Es ist 1. April und die Schweiz scherzt. Die SBB gibt bekannt, flächendeckend die Abteile der 1. und 2. Klasse aufzuheben. Ersetzt werden sollen sie durch Extraklassen für Singles, Verliebte, Verheiratete und Menschen, die offen für alles sind. Nicht nur die Schweizer Wirtschaft übt sich in Aprilscherzen, auch die Medien.

Die «NZZ» berichtet von den Bestrebungen der Stadt Zürich, neben Autofahrern auch Fussgängern ab 2017 im Strassenverkehr – sprich in der Öffentlichkeit – ein Handyverbot zu erteilen. Und der «Tages Anzeiger» hat herausgefunden, dass die Schlacht von Marignano nicht 1515 stattfand, sondern bereits 1513 – das 500-Jährige Jubiläum ist also abgeblasen.
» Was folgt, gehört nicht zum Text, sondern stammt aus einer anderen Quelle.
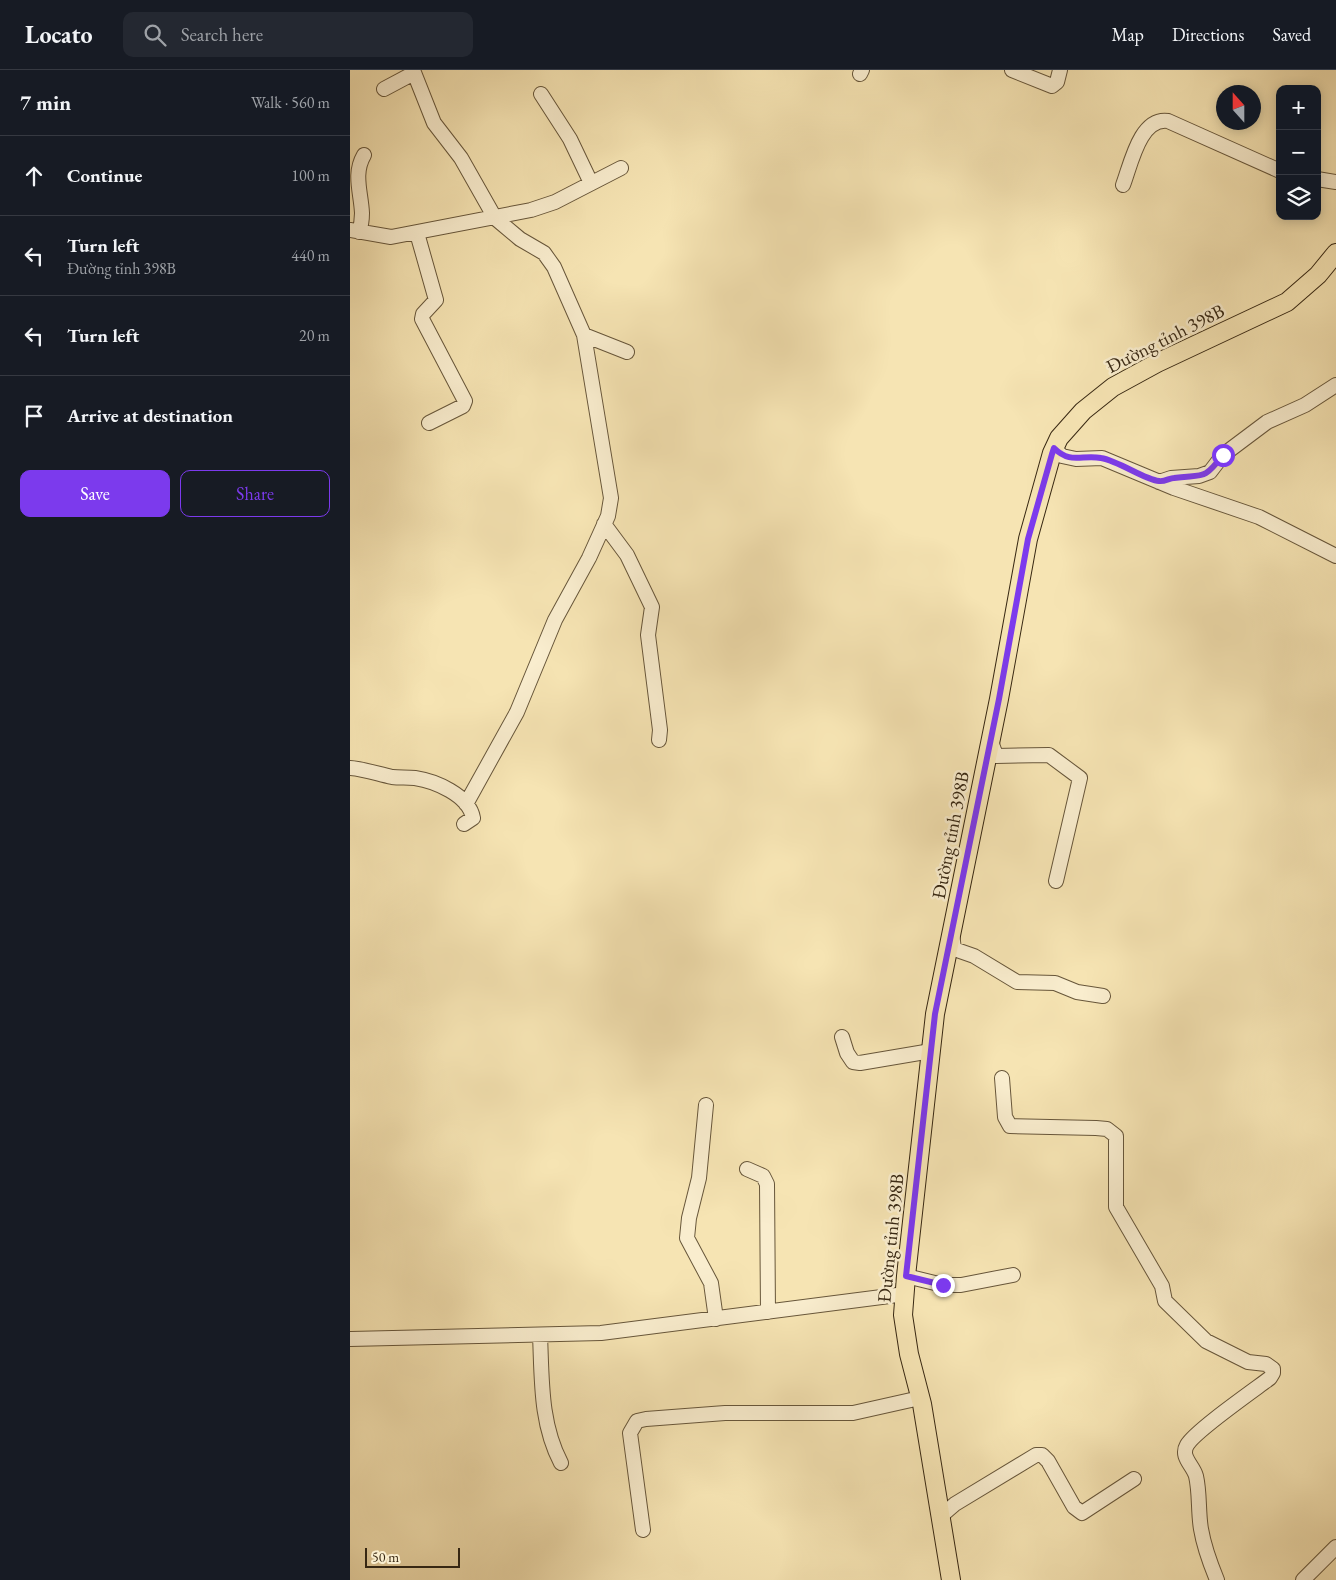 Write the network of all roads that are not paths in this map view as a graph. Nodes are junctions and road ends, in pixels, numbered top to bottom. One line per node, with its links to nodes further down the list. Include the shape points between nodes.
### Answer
1 (1012, 70): 2 (street, via 1052,86 1057,82)
2 (1060, 70)
3 (414, 72): 4 (street); 13 (street, via 437,128 461,158)
4 (384, 89)
5 (541, 94): 11 (street, via 570,139)
6 (364, 155): 14 (street, via 358,169 362,215)
7 (621, 168): 11 (street)
8 (1276, 169): 12 (street, via 1160,120 1149,127 1139,141)
9 (1321, 180): 10 (street)
10 (1336, 182)
11 (591, 183): 13 (street, via 531,210)
12 (1123, 184)
13 (495, 218): 15 (street); 17 (street, via 550,259)
14 (355, 231): 15 (street, via 390,237)
15 (416, 233): 20 (street, via 436,300 422,319 465,401 463,406)
16 (1336, 253): 21 (main road, Đường tỉnh 398B, via 1318,276 1287,302 1113,387 1083,411)
17 (584, 335): 18 (street); 23 (street, via 611,498)
18 (627, 352)
19 (1336, 385): 22 (street, via 1305,405 1267,422 1223,455 1210,472)
20 (429, 423)
21 (1054, 448): 22 (street, via 1062,456 1102,458); 26 (main road, Đường tỉnh 398B, via 1028,539)
22 (1160, 482): 24 (street, via 1259,517)
23 (604, 524): 25 (street, via 635,569 652,607 648,635); 28 (street, via 555,620 517,712)
24 (1336, 556)
25 (659, 740)
26 (991, 741): 30 (street, via 996,756 1049,755 1080,778); 31 (main road, Đường tỉnh 398B)
27 (350, 768): 28 (street, via 432,781)
28 (466, 804): 29 (street, via 473,818)
29 (464, 824)
30 (1056, 881)
31 (952, 933): 32 (street, via 954,949 974,956 1017,982 1056,983 1077,992); 34 (main road, Đường tỉnh 398B, via 935,1014)
32 (1103, 996)
33 (842, 1038): 34 (street, via 846,1053 853,1062)
34 (931, 1051): 39 (main road, Đường tỉnh 398B)
35 (1002, 1078): 52 (street, via 1005,1117 1010,1126 1107,1129 1116,1136 1116,1207 1162,1286 1165,1302 1206,1341 1248,1362 1266,1364 1273,1369 1270,1378 1198,1433 1185,1451 1185,1457 1196,1474 1201,1528)
36 (706, 1105): 42 (street, via 687,1238 711,1283)
37 (747, 1169): 41 (street, via 763,1176 767,1184)
38 (1013, 1275): 39 (street, via 961,1285 943,1285)
39 (906, 1276): 40 (main road, Đường tỉnh 398B)
40 (905, 1294): 41 (street); 45 (main road, Đường tỉnh 398B, via 903,1315)
41 (768, 1312): 42 (street)
42 (716, 1319): 43 (street, via 600,1334)
43 (540, 1335): 44 (street); 46 (street, via 546,1421)
44 (350, 1339)
45 (920, 1398): 48 (main road, Đường tỉnh 398B); 49 (street, via 853,1413 725,1413 637,1421 630,1433)
46 (561, 1463)
47 (1134, 1479): 48 (street, via 1082,1513 1074,1507 1048,1461 1042,1455 1036,1455 955,1504)
48 (941, 1516): 51 (main road, Đường tỉnh 398B)
49 (643, 1530)
50 (1336, 1547): 53 (street)
51 (951, 1580)
52 (1217, 1580)
53 (1303, 1580) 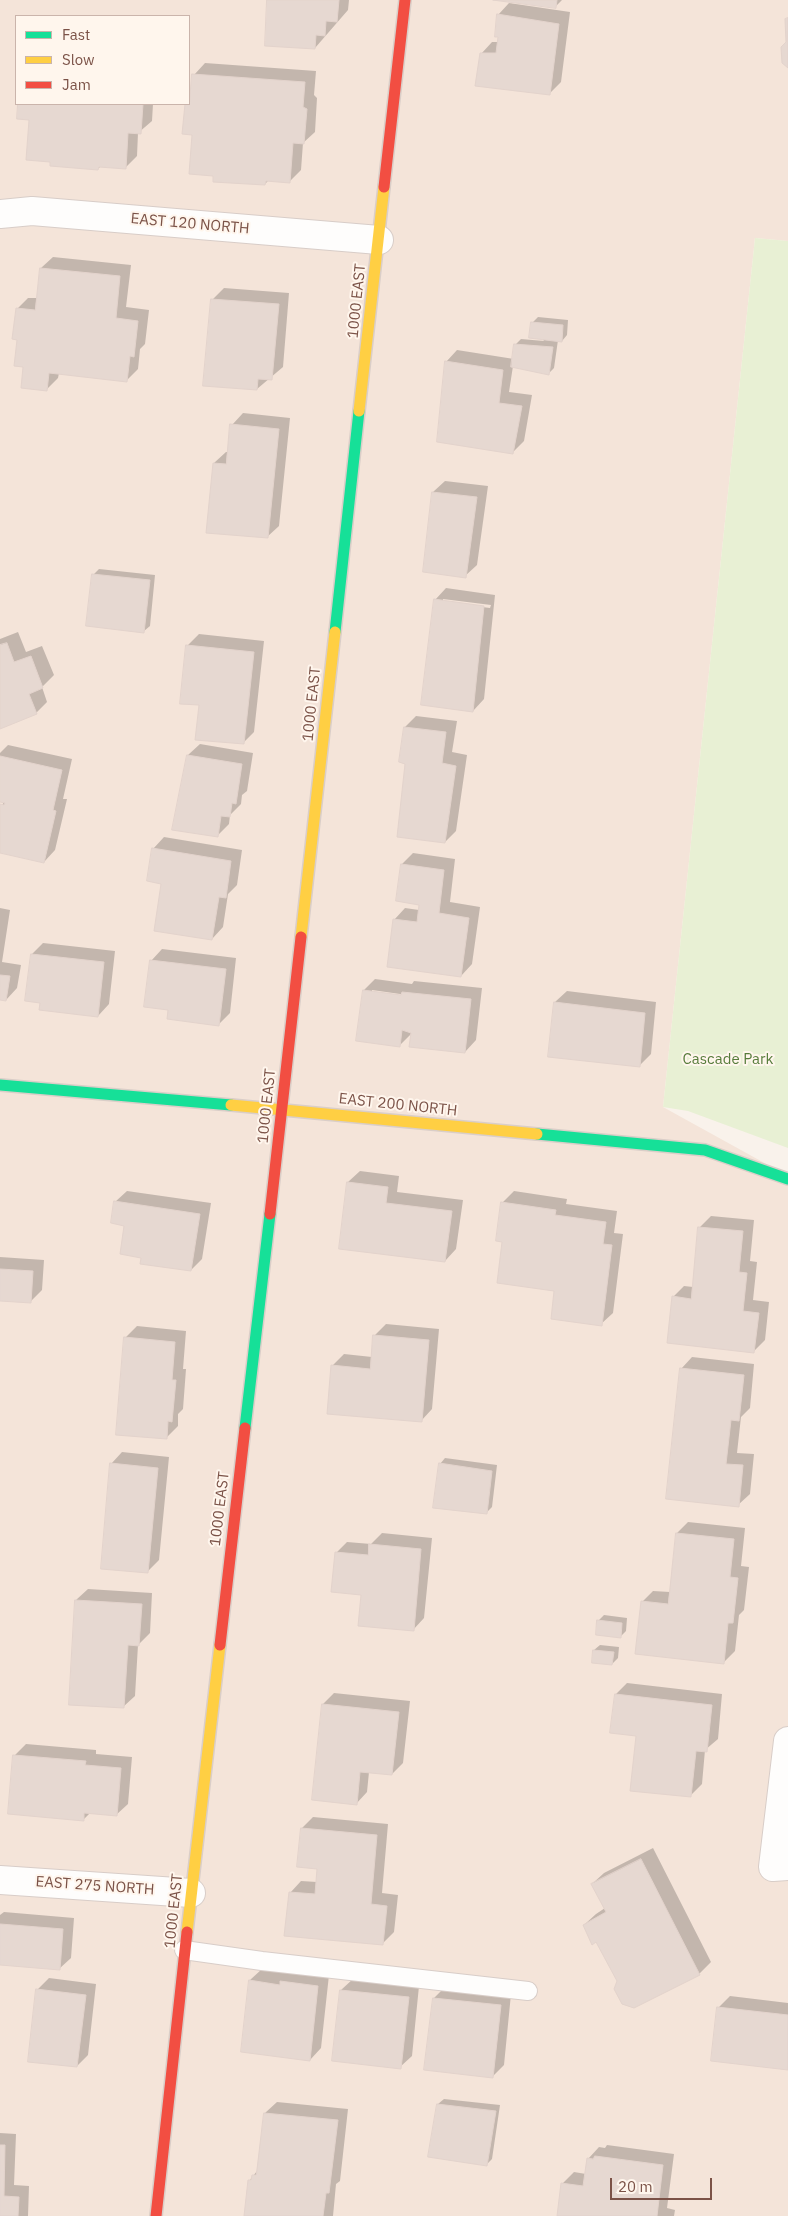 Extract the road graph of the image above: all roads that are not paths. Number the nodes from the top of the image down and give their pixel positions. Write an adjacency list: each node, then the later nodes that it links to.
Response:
1 (405, 0): 3 (street, 1000 EAST)
2 (0, 214): 3 (street, EAST 120 NORTH)
3 (379, 240): 5 (street, 1000 EAST)
4 (0, 1085): 5 (street, EAST 200 NORTH)
5 (282, 1109): 6 (street, EAST 200 NORTH); 10 (street, 1000 EAST)
6 (788, 1179)
7 (788, 1741): 8 (street)
8 (780, 1866)
9 (0, 1880): 10 (street, EAST 275 NORTH)
10 (191, 1893): 11 (street, 1000 EAST)
11 (184, 1950): 12 (lane); 13 (street, 1000 EAST)
12 (528, 1991)
13 (156, 2216) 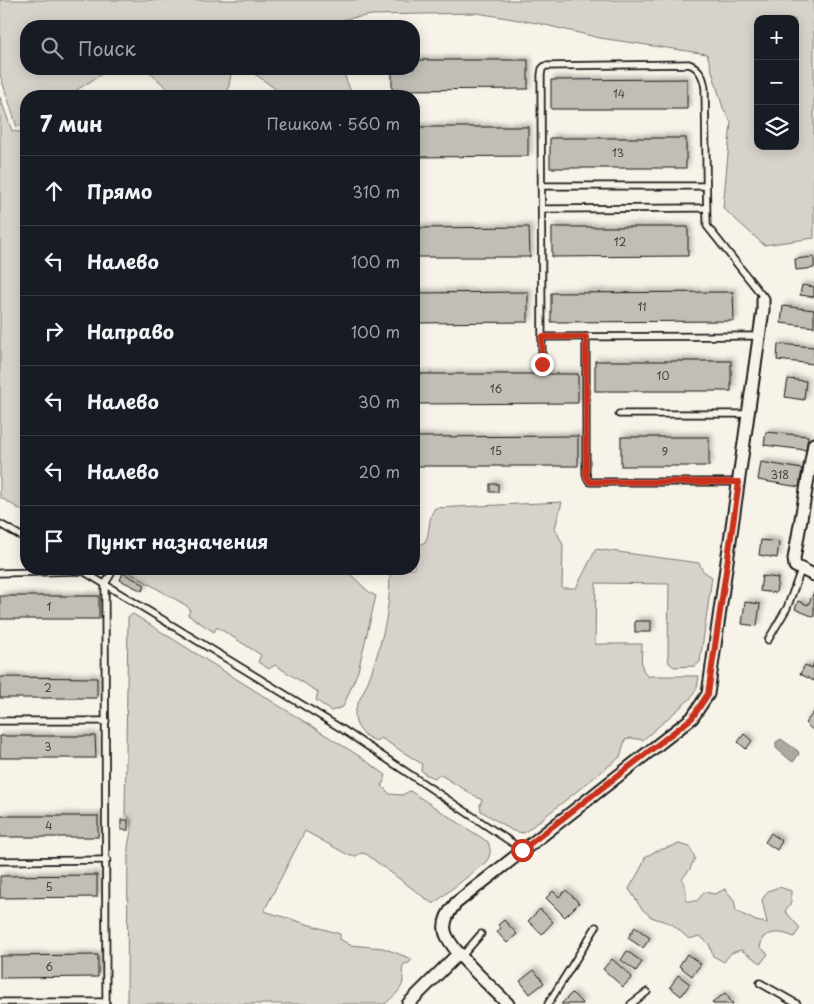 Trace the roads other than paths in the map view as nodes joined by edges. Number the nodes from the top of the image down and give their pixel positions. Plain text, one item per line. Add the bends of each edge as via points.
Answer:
1 (541, 186) junction
2 (705, 186) junction
3 (706, 208) junction
4 (542, 209) junction
5 (763, 299) joint
6 (760, 336) junction
7 (542, 337) junction
8 (586, 337) junction
9 (542, 364) dead end
10 (619, 414) dead end
11 (748, 414) junction
12 (814, 444) edge
13 (739, 482) junction
14 (0, 524) edge
15 (20, 536) edge
16 (801, 570) junction
17 (20, 572) edge
18 (0, 573) edge
19 (90, 575) edge
20 (110, 575) edge
21 (814, 575) edge
22 (105, 584) junction
23 (768, 640) dead end
24 (0, 721) edge
25 (106, 721) junction
26 (522, 850) junction
27 (106, 860) junction
28 (0, 861) edge
29 (596, 927) dead end
30 (482, 934) dead end
31 (460, 955) junction
32 (760, 983) dead end
33 (647, 992) dead end
34 (0, 1002) edge
35 (106, 1003) edge
36 (408, 1004) edge
37 (508, 1004) edge
38 (548, 1004) edge
39 (631, 1004) edge
40 (797, 1004) edge

1 - 2 lane
1 - 2 lane via 541,75 545,66 680,64 694,66 704,82
1 - 4 lane
2 - 3 lane
3 - 4 lane
3 - 5 lane via 710,232
4 - 7 lane
5 - 6 street
6 - 8 lane
6 - 11 street
7 - 8 lane
7 - 9 lane
8 - 13 lane via 586,473 590,482
10 - 11 lane
11 - 13 street
12 - 16 street via 794,551 796,566
13 - 26 street via 708,694 692,718
14 - 15 lane
16 - 21 street
16 - 23 lane via 787,608
17 - 18 lane
19 - 22 lane
20 - 22 lane
22 - 25 lane
22 - 26 lane via 342,729
24 - 25 lane
25 - 27 lane
26 - 31 street via 449,912 445,930
27 - 28 lane
27 - 35 lane
29 - 38 lane
30 - 31 lane
31 - 36 street
31 - 37 street
32 - 40 lane
33 - 39 lane
34 - 35 lane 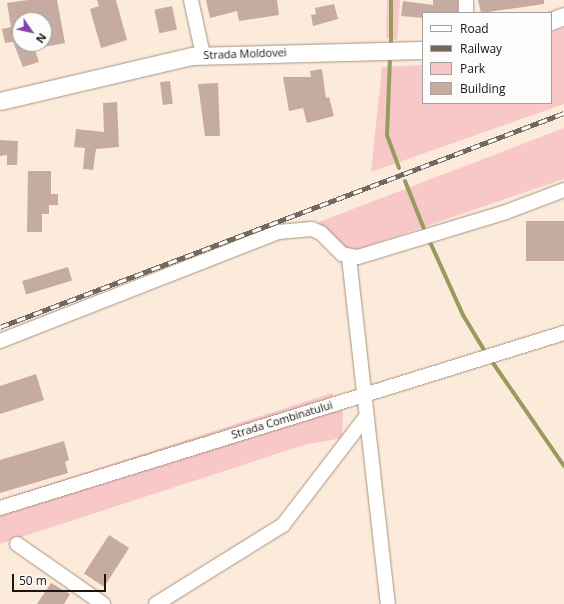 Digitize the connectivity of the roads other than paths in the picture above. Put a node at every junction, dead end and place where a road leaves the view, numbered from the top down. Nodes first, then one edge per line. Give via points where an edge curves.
1 (191, 0) edge
2 (466, 0) edge
3 (466, 12) edge
4 (564, 16) edge
5 (552, 21) edge
6 (422, 50) edge
7 (203, 55) junction
8 (0, 101) edge
9 (564, 190) edge
10 (349, 258) junction
11 (564, 333) edge
12 (0, 341) edge
13 (362, 395) junction
14 (365, 418) junction
15 (0, 508) edge
16 (17, 544) dead end
17 (103, 604) edge
18 (156, 604) edge
19 (388, 604) edge

1 - 7 street
2 - 3 street
4 - 5 main road
6 - 7 main road, Strada Moldovei
7 - 8 main road, Strada Moldovei
9 - 10 street via 382,251
10 - 12 street via 322,232 312,229 278,232
10 - 13 street via 363,374
11 - 13 street, Strada Combinatului
13 - 14 street
13 - 15 street, Strada Combinatului
14 - 18 street via 283,525
14 - 19 street
16 - 17 street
Pac-Man im Zürcher Bankenviertel

Den bislang vermutlich besten Scherz liefert nun aber der Softwaregigant Google. Beim Kartendienst Maps werden die Nutzer heute nicht aufs Korn genommen, sondern können das Kultgame Pac-Man spielen – und das ist kein Scherz. Das Spiel funktioniert auf jedem Kartenabschnitt, Sie müssen nur unten links auf das Pac-Man-Symbol klicken – und los geht’s.

Anzeige

Doch Google kann auch witzig. Unter com.google lädt eine Suchmaschine, die alle Ergebnisse nur spiegelverkehrt anzeigt.